Fortunately I’m blessed in that I don’t have many of these moments. However, the ones I do have are pretty big. The first being the day my first husband came home and said he wanted to move out. I remember the smells. The spaghetti and garlic bread I had cooking in the kitchen. Bourbon and stale cigarettes on his leather jacket. I remember the feel of the couch and the breath leaving my body as he said the words. I remember my heart actually breaking and how that feels. Turns out that turning point in my life would be pivotal in preparing me for the next “remember forever” moment.
Financially things were turning around. My husband and I had just finished paying off our debt. I couldn’t get my husband on the phone. Unusual because we both checked in on our way home due to our commute and we both worked in prisons. Hours went by. I remember the penguin, who recently had turned 3, asking where daddy was. Then he came home. Told me what was happening. Told me that the organization he had devoted 10+ years too in corrections was turning on him. I remember the smell of his uniform. I remember calling my parents, calmly, and telling them I was bringing the penguin to them. I remember the air on my face from the golf cart as my mind races through the check list of what to handle and in what order. I did just that. Handled it. Systematically and stoic. I knew what the outcome would be, but I couldn’t think past moment to moment.
Unemployment led to CDL school which led to 3 more months of uncertainty.
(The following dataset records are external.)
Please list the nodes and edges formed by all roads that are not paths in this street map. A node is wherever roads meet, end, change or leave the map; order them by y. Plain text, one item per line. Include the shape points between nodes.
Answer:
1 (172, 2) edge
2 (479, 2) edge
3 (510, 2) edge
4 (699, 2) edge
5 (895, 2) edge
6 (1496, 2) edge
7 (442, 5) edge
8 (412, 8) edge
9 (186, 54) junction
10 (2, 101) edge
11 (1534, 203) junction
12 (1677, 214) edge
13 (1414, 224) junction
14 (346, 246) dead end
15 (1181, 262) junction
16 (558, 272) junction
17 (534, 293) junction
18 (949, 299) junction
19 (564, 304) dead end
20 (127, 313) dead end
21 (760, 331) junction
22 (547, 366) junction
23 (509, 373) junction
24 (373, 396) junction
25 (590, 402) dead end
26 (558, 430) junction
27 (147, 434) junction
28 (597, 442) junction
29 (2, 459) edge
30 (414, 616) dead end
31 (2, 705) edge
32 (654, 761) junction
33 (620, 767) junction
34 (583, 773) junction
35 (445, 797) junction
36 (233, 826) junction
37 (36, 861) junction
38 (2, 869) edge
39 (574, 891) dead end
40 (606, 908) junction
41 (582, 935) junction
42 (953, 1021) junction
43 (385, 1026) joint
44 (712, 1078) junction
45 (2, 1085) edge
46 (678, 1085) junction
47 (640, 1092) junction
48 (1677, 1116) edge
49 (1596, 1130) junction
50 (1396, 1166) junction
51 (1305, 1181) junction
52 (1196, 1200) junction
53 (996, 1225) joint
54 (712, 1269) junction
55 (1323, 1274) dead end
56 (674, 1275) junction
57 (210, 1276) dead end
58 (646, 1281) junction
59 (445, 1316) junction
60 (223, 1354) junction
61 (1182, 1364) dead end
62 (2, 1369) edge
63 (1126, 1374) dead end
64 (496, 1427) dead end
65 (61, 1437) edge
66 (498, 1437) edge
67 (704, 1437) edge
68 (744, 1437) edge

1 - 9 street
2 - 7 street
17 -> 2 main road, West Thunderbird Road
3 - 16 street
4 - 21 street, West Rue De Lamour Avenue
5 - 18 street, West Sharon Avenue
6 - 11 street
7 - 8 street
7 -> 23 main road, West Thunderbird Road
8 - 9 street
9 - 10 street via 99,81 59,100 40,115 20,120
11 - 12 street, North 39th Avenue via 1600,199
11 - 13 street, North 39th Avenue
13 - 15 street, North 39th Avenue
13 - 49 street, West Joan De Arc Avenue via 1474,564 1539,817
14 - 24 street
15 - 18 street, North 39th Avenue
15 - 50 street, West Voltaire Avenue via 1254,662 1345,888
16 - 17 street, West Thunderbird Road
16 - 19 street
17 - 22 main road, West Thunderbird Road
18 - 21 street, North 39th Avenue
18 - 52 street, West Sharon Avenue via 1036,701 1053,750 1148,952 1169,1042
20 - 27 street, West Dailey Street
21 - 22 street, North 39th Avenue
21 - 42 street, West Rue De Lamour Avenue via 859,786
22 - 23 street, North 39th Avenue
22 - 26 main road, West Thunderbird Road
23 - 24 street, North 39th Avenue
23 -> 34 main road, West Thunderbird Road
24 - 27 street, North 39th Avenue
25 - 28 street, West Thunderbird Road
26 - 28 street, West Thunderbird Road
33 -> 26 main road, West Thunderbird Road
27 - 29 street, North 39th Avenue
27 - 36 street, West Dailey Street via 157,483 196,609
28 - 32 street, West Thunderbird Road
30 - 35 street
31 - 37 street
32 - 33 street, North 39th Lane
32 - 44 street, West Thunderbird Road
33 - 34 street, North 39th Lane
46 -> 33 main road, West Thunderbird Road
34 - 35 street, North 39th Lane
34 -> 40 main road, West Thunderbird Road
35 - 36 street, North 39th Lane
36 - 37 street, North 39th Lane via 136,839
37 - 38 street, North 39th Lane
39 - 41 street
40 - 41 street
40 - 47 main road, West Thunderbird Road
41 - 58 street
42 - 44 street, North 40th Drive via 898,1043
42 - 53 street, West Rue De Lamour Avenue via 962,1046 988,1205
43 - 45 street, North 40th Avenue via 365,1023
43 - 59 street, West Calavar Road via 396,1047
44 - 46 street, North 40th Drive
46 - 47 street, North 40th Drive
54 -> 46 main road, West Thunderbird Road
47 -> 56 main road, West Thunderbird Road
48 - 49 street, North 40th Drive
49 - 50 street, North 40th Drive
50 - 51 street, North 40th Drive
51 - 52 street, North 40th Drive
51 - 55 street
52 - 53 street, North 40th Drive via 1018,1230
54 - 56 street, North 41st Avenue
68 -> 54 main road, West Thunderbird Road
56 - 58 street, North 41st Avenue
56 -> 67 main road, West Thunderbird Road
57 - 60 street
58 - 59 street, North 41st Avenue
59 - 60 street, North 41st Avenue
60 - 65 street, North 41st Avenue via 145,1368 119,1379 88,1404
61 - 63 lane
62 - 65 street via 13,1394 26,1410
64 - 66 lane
All the while the month of November was fresh in my mind. The events of November resulted in my husband finding the only job he could to once again dig our way out of debt. Debt we encurred while I was busy keeping it together by working and smiling. This job would lead to employment with a wonderful company, but it takes my husband away from his family.
My husband misses things. We miss things. Some days I’m over it, some days I’m not. I’m not whining or asking for sympathy. This is simply my story, my blog, I can say what I want. I’m emotional and fragile and only keeping it together with tape and glue for the penguin. Well, that and because that first pivotal moment prepared me for just about anything.
Last weekend I helped celebrate a friend’s birthday. I decided to ride a mechanical bull. It was thrilling and I’m glad I did it. I realized I’ve been riding a mean bull these past 2 years. One that I am not having as much fun on. I’m really tired and worn out from the ride that started in November. November. The month that will always be a memory month for me now.